I mean, seeing proper juv. Snow Buntings, then full piebald adult males, then mealy ginger-fringed wintering birds are much more interesting stamps in your personal birding passport than three more cisticola ticks…! After encountering Rock Buntings in sweltering mountain meadows in Spain and the Balkans, their blue and orange sings against snowy Swiss hillside villages! What a thrill to get a new angle on old friends…
The Bernina railway sends charming red trains crawling across montane bridges, along frozen waterfalls and through the chocolate-box villages of Pontresina, where Ruben and I departed and wandered around the pine forests, occasionally leaping out of the path of wild cross-country skiers. Willow and Crested Tits were easily coaxed down from the branches and into our seed-stocked palms. ‘Black’ Red Squirrels and Spotted Nutcrackers showered snow down on us as they moved through then beard lichens.

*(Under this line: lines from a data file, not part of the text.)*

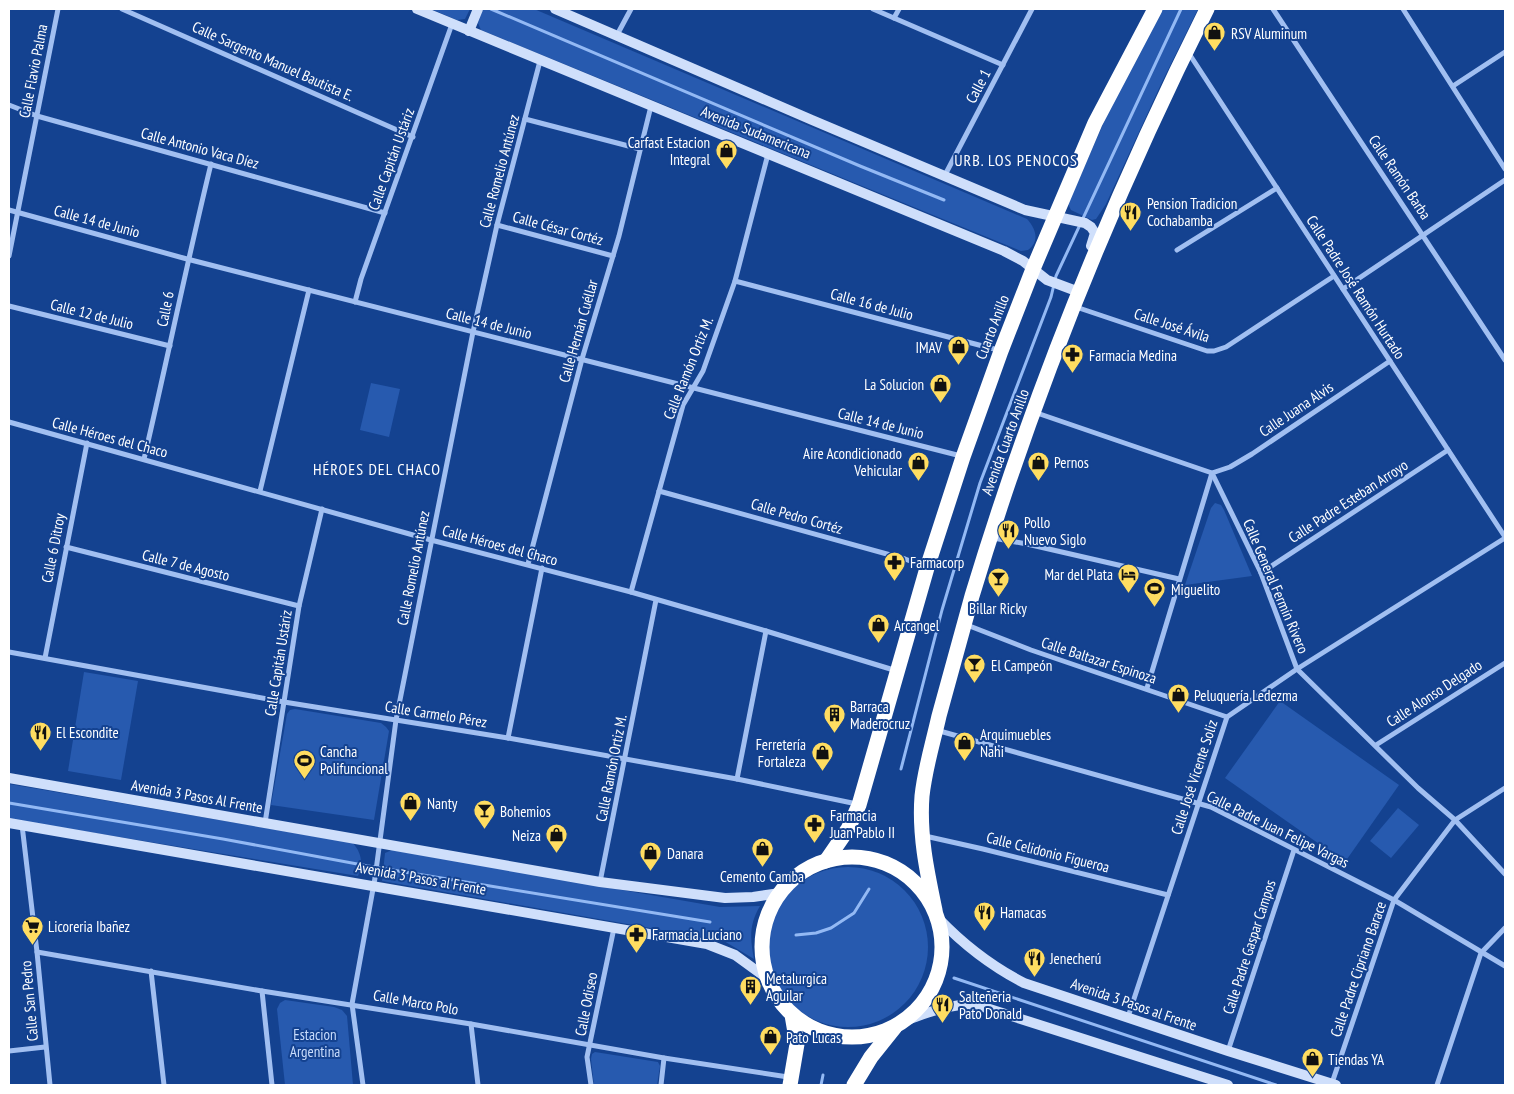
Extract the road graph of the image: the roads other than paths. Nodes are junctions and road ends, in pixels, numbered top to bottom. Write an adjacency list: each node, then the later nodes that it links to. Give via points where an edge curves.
1 (58, 9): 25 (street, Calle Flavio Palma)
2 (122, 9): 27 (street, Calle Sargento Manuel Bautista E.)
3 (417, 9): 15 (main road, Avenida Sudamericana)
4 (478, 9): 16 (main road)
5 (555, 9): 17 (main road)
6 (631, 9): 17 (street)
7 (874, 9): 14 (street)
8 (899, 9): 14 (street)
9 (1032, 9): 21 (street, Calle 1)
10 (1154, 9): 38 (highway, Cuarto Anillo, via 1096,123)
11 (1207, 9): 18 (highway, Avenida Cuarto Anillo)
12 (1274, 9): 40 (street, Calle Ramón Barba)
13 (1403, 9): 22 (street)
14 (894, 18): 21 (street)
15 (452, 24): 16 (main road, Avenida Sudamericana); 27 (street, Calle Capitán Ustáriz)
16 (469, 31): 20 (main road, Avenida Sudamericana)
17 (617, 35): 32 (main road)
18 (1187, 50): 34 (street, Calle Padre José Ramón Hurtado); 46 (highway, Avenida Cuarto Anillo)
19 (1505, 52): 22 (street)
20 (540, 61): 24 (main road, Avenida Sudamericana); 26 (street, Calle Romelio Antúnez)
21 (1003, 65): 32 (street, Calle 1)
22 (1453, 86): 31 (street)
23 (9, 105): 25 (street, Calle Antonio Vaca Díez)
24 (651, 106): 28 (street, Calle Hernán Cuéllar); 29 (main road, Avenida Sudamericana)
25 (37, 116): 30 (street, Calle Antonio Vaca Díez); 36 (street, Calle Flavio Palma)
26 (525, 119): 28 (street); 39 (street, Calle Romelio Antúnez)
27 (413, 137): 37 (street, Calle Capitán Ustáriz)
28 (640, 149): 43 (street, Calle Hernán Cuéllar)
29 (768, 154): 45 (main road, Avenida Sudamericana, via 1004,252); 48 (street, Calle Ramón Ortiz M.)
30 (211, 164): 37 (street, Calle Antonio Vaca Díez); 44 (street, Calle 6)
31 (1505, 169)
32 (945, 175): 38 (main road, via 1025,210)
33 (1505, 180): 40 (street)
34 (1277, 188): 41 (street); 47 (street, Calle Padre José Ramón Hurtado)
35 (9, 210): 36 (street, Calle 14 de Junio)
36 (18, 212): 42 (street, Calle Flavio Palma); 44 (street, Calle 14 de Junio)
37 (385, 212): 52 (street, Calle Capitán Ustáriz)
38 (1055, 217): 45 (highway, Cuarto Anillo); 46 (main road, via 1092,227 1095,236 1084,264)
39 (497, 225): 43 (street, Calle César Cortéz); 54 (street, Calle Romelio Antúnez)
40 (1424, 235): 50 (street); 58 (street, Calle Ramón Barba)
41 (1176, 250)
42 (9, 256)
43 (613, 256): 57 (street, Calle Hernán Cuéllar)
44 (187, 260): 49 (street, Calle 14 de Junio); 55 (street, Calle 6)
45 (1033, 270): 51 (main road, Avenida Sudamericana); 56 (highway, Cuarto Anillo)
46 (1085, 276): 51 (highway, Avenida Cuarto Anillo)
47 (1334, 276): 50 (street, Calle Padre José Ramón Hurtado); 51 (street, Calle José Ávila, via 1226,347 1214,351 1207,351)
48 (735, 282): 56 (street, Calle 16 de Julio); 60 (street, Calle Ramón Ortiz M., via 704,371)
49 (309, 290): 52 (street, Calle 14 de Junio); 69 (street)
50 (1343, 290): 59 (street, Calle Padre José Ramón Hurtado)
51 (1074, 296): 61 (highway, Avenida Cuarto Anillo)
52 (355, 302): 54 (street, Calle 14 de Junio)
53 (9, 306): 55 (street, Calle 12 de Julio)
54 (473, 332): 57 (street, Calle 14 de Junio); 73 (street, Calle Romelio Antúnez)
55 (170, 346): 66 (street, Calle 6)
56 (1001, 351): 65 (highway, Cuarto Anillo)
57 (582, 359): 60 (street, Calle 14 de Junio); 75 (street, Calle Hernán Cuéllar)
58 (1505, 360)
59 (1390, 361): 64 (street, Calle Padre José Ramón Hurtado); 67 (street, Calle Juana Alvis, via 1252,454)
60 (693, 388): 65 (street, Calle 14 de Junio); 68 (street, Calle Ramón Ortiz M., via 683,406)
61 (1034, 411): 67 (street); 71 (highway, Avenida Cuarto Anillo)
62 (9, 422): 63 (street, Calle Héroes del Chaco)
63 (87, 443): 66 (street, Calle Héroes del Chaco); 74 (street, Calle 6 Ditroy)
64 (1448, 450): 72 (street, Calle Padre José Ramón Hurtado); 78 (street, Calle Padre Esteban Arroyo)
65 (964, 457): 77 (highway, Cuarto Anillo)
66 (144, 459): 69 (street, Calle Héroes del Chaco)
67 (1212, 473): 78 (street, Calle General Fermín Rivero); 79 (street)
68 (659, 490): 77 (street, Calle Pedro Cortéz); 80 (street, Calle Ramón Ortiz M.)
69 (260, 491): 70 (street, Calle Héroes del Chaco)
70 (322, 509): 73 (street, Calle Héroes del Chaco); 82 (street, Calle Capitán Ustáriz)
71 (990, 537): 79 (street); 83 (highway, Avenida Cuarto Anillo)
72 (1505, 538): 88 (street, Calle José Vicente Soliz)
73 (431, 540): 75 (street, Calle Héroes del Chaco); 93 (street, Calle Romelio Antúnez)
74 (66, 548): 82 (street, Calle 7 de Agosto); 86 (street, Calle 6 Ditroy)
75 (528, 564): 76 (street, Calle Héroes del Chaco)
76 (542, 568): 80 (street, Calle Héroes del Chaco); 95 (street)
77 (927, 568): 89 (highway, Cuarto Anillo)
78 (1261, 573): 88 (street, Calle General Fermín Rivero)
79 (1179, 579): 90 (street)
80 (631, 592): 81 (street, Calle Héroes del Chaco)
81 (656, 600): 84 (street, Calle Héroes del Chaco); 97 (street, Calle Ramón Ortiz M.)
82 (299, 606): 91 (street, Calle Capitán Ustáriz)
83 (964, 624): 90 (street, Calle Baltazar Espinoza); 94 (highway, Avenida Cuarto Anillo)
84 (766, 631): 89 (street, Calle Héroes del Chaco); 99 (street)
85 (9, 652): 86 (street, Calle Carmelo Pérez)
86 (45, 658): 91 (street, Calle Carmelo Pérez)
87 (1505, 663): 96 (street, Calle Alonso Delgado)
88 (1298, 669): 92 (street, Calle José Vicente Soliz); 96 (street, Calle General Fermín Rivero)
89 (897, 672): 102 (highway)
90 (1147, 688): 92 (street, Calle Baltazar Espinoza)
91 (284, 702): 93 (street, Calle Carmelo Pérez); 105 (street, Calle Capitán Ustáriz)
92 (1227, 717): 101 (street, Calle José Vicente Soliz)
93 (396, 720): 95 (street, Calle Carmelo Pérez); 108 (street, Calle Romelio Antúnez)
94 (936, 730): 101 (street, Calle Padre Juan Felipe Vargas); 107 (highway, Avenida Cuarto Anillo, via 922,798)
95 (508, 738): 97 (street, Calle Carmelo Pérez)
96 (1376, 745): 103 (street, Calle General Fermín Rivero)
97 (626, 759): 99 (street, Calle Carmelo Pérez); 113 (street, Calle Ramón Ortiz M.)
98 (9, 778): 105 (main road, Avenida 3 Pasos Al Frente)
99 (738, 779): 102 (street, Calle Carmelo Pérez)
100 (1505, 788): 103 (street, Calle Padre Cipriano Barace)
101 (1199, 804): 109 (street, Calle Padre Juan Felipe Vargas); 115 (street, Calle José Vicente Soliz)
102 (860, 805): 110 (highway)
103 (1455, 820): 111 (street, Calle General Fermín Rivero); 116 (street, Calle Padre Cipriano Barace)
104 (9, 823): 106 (main road)
105 (265, 823): 108 (main road, Avenida 3 Pasos Al Frente)
106 (22, 825): 112 (main road, Avenida 3 Pasos al Frente); 120 (street, Calle San Pedro)
107 (922, 835): 115 (street, Calle Celidonio Figueroa); 117 (highway, Avenida Cuarto Anillo)
108 (379, 848): 112 (street, Calle Romelio Antúnez); 113 (main road, Avenida 3 Pasos al Frente)
109 (1294, 850): 116 (street, Calle Padre Juan Felipe Vargas); 134 (street, Calle Padre Gaspar Campos)
110 (826, 861): 114 (highway, via 800,874); 117 (highway, via 862,858 889,865 919,886)
111 (1505, 874)
112 (375, 882): 118 (main road, Avenida 3 Pasos al Frente); 126 (street, Calle Romelio Antúnez)
113 (600, 882): 114 (main road, Avenida 3 Pasos al Frente, via 725,898)
114 (780, 893): 124 (highway, via 767,917 763,934 762,953)
115 (1168, 895): 128 (street, Calle José Vicente Soliz)
116 (1394, 900): 121 (street, Calle Padre Juan Felipe Vargas); 138 (street, Calle Padre Cipriano Barace)
117 (937, 914): 128 (main road, Avenida 3 Pasos al Frente, via 982,958 1001,971 1024,983); 130 (highway, Avenida Cuarto Anillo, via 943,947 938,976 925,1001)
118 (614, 928): 124 (main road, Avenida 3 Pasos al Frente, via 707,944 735,955); 131 (street, Calle Odiseo)
119 (1505, 928): 121 (street)
120 (37, 952): 123 (street, Calle Marco Polo); 132 (street, Calle San Pedro)
121 (1481, 953): 122 (street, Calle Padre Juan Felipe Vargas); 148 (street)
122 (1505, 966)
123 (151, 971): 125 (street, Calle Marco Polo); 140 (street)
124 (768, 979): 127 (highway)
125 (262, 991): 126 (street, Calle Marco Polo); 141 (street)
126 (352, 1004): 129 (street, Calle Marco Polo); 142 (street, Calle Romelio Antúnez)
127 (792, 1015): 130 (highway, via 814,1029 846,1037 872,1035); 136 (highway, via 797,1044)
128 (1128, 1017): 134 (main road, Avenida 3 Pasos al Frente)
129 (471, 1024): 131 (street, Calle Marco Polo); 143 (street)
130 (900, 1024): 137 (main road, via 946,1006 977,1005); 146 (highway, via 871,1058)
131 (591, 1045): 135 (street, Calle Marco Polo); 144 (street, Calle Odiseo, via 587,1057)
132 (45, 1047): 133 (street); 139 (street, Calle San Pedro)
133 (9, 1051)
134 (1228, 1052): 138 (main road, Avenida 3 Pasos al Frente)
135 (664, 1058): 136 (street, Calle Marco Polo); 145 (street)
136 (791, 1081)
137 (1214, 1083): 147 (main road)
138 (1334, 1084)
139 (50, 1085)
140 (164, 1085)
141 (272, 1085)
142 (362, 1085)
143 (478, 1085)
144 (591, 1085)
145 (661, 1085)
146 (854, 1085)
147 (1228, 1085)
148 (1437, 1085)

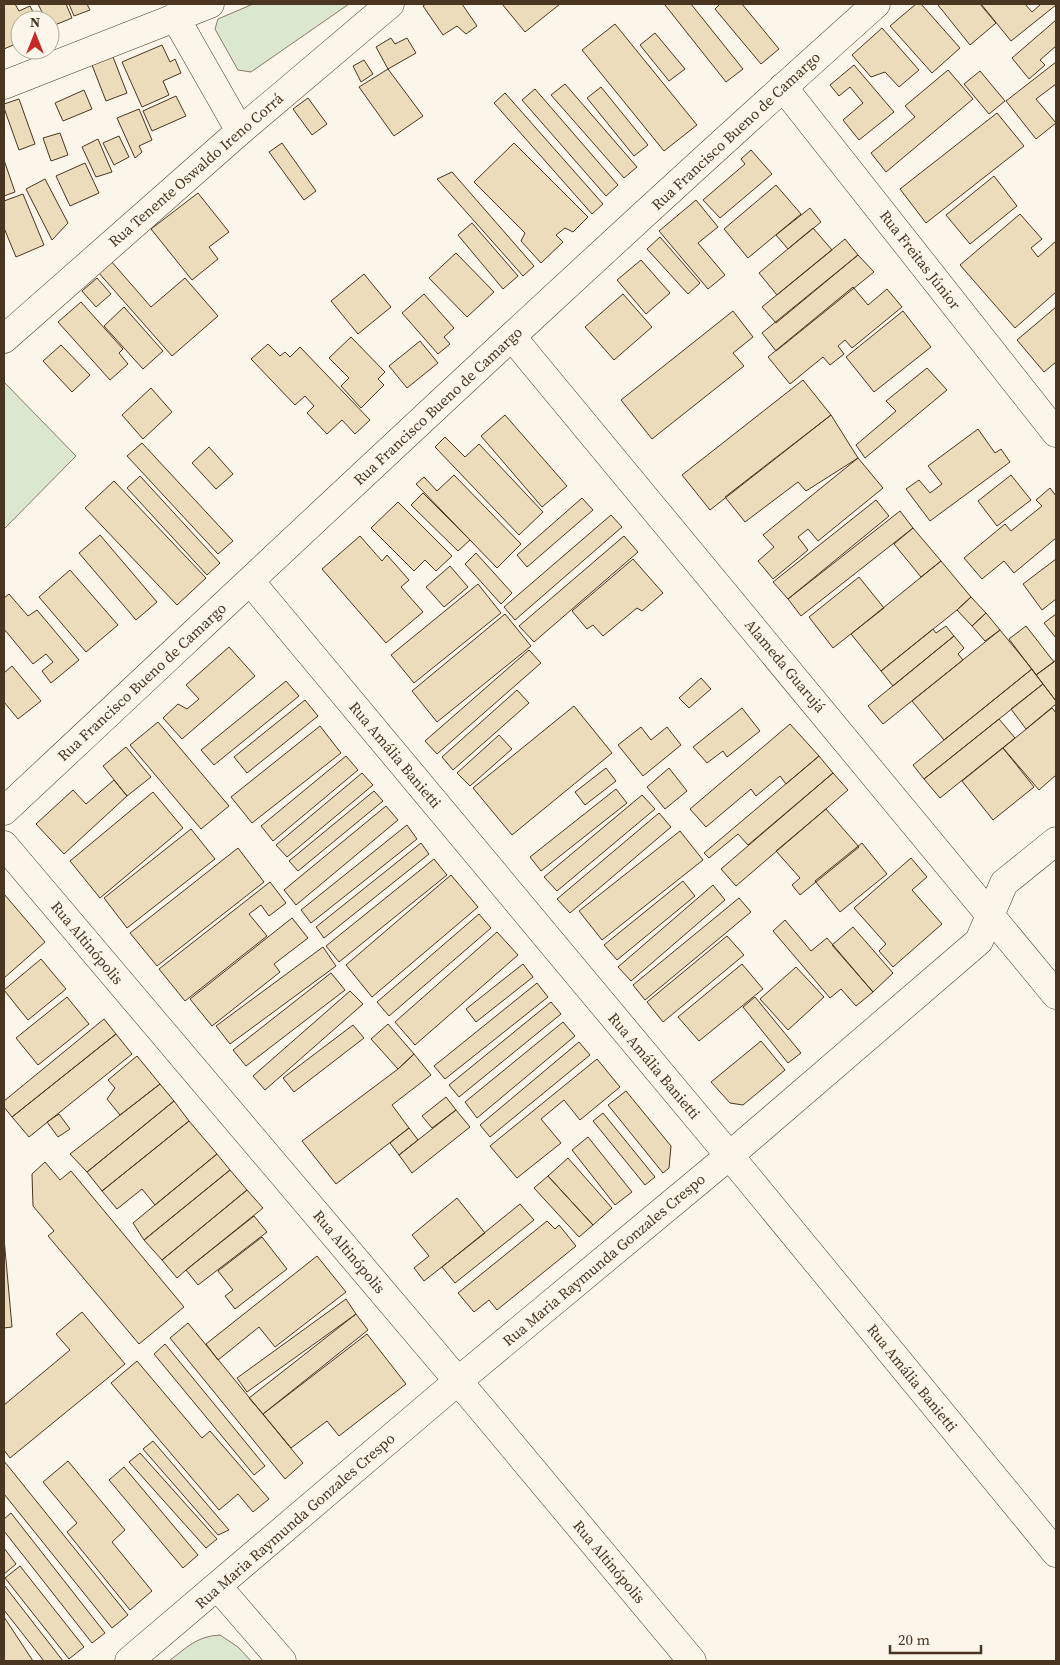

Yes, of course birding without a car requires more effort. It requires planning. It requires time. It sometimes requires long walks along mountain vistas, with Ravens bounding along behind you. But perhaps a shift towards a slower pace of travel, via overland means, spending longer at each place is a step in the right direction for those that still want to travel while conscious of their carbon budget. Productive, fulfilling travel incorporating European birding is out there – and an interrail pass makes this easy and affordable.
Coming from East Yorkshire’s agricultural flatlands, I find any mountainous landscapes oppressively beautiful. Mythical birds deserve suitable environs, and lo – this olde-worlde bridge; separating the birder from an icy death down a glacial ravine by just a metre of so of rock, is a Wallcreeper watchpoint, accessible by a small montane bus service. No finer place to spend a winter afternoon as the light wanes.
Some birds just can’t be overhyped. There will be numerous easier sites where Wallcreepers winter in the Pyrenees, or as one-off individuals closer to the Channel – all accessible without a plane, or even a car in some circumstances. Before we tackle the issue of whether we should travel to see these birds, you can at least for now address how you travel to see them.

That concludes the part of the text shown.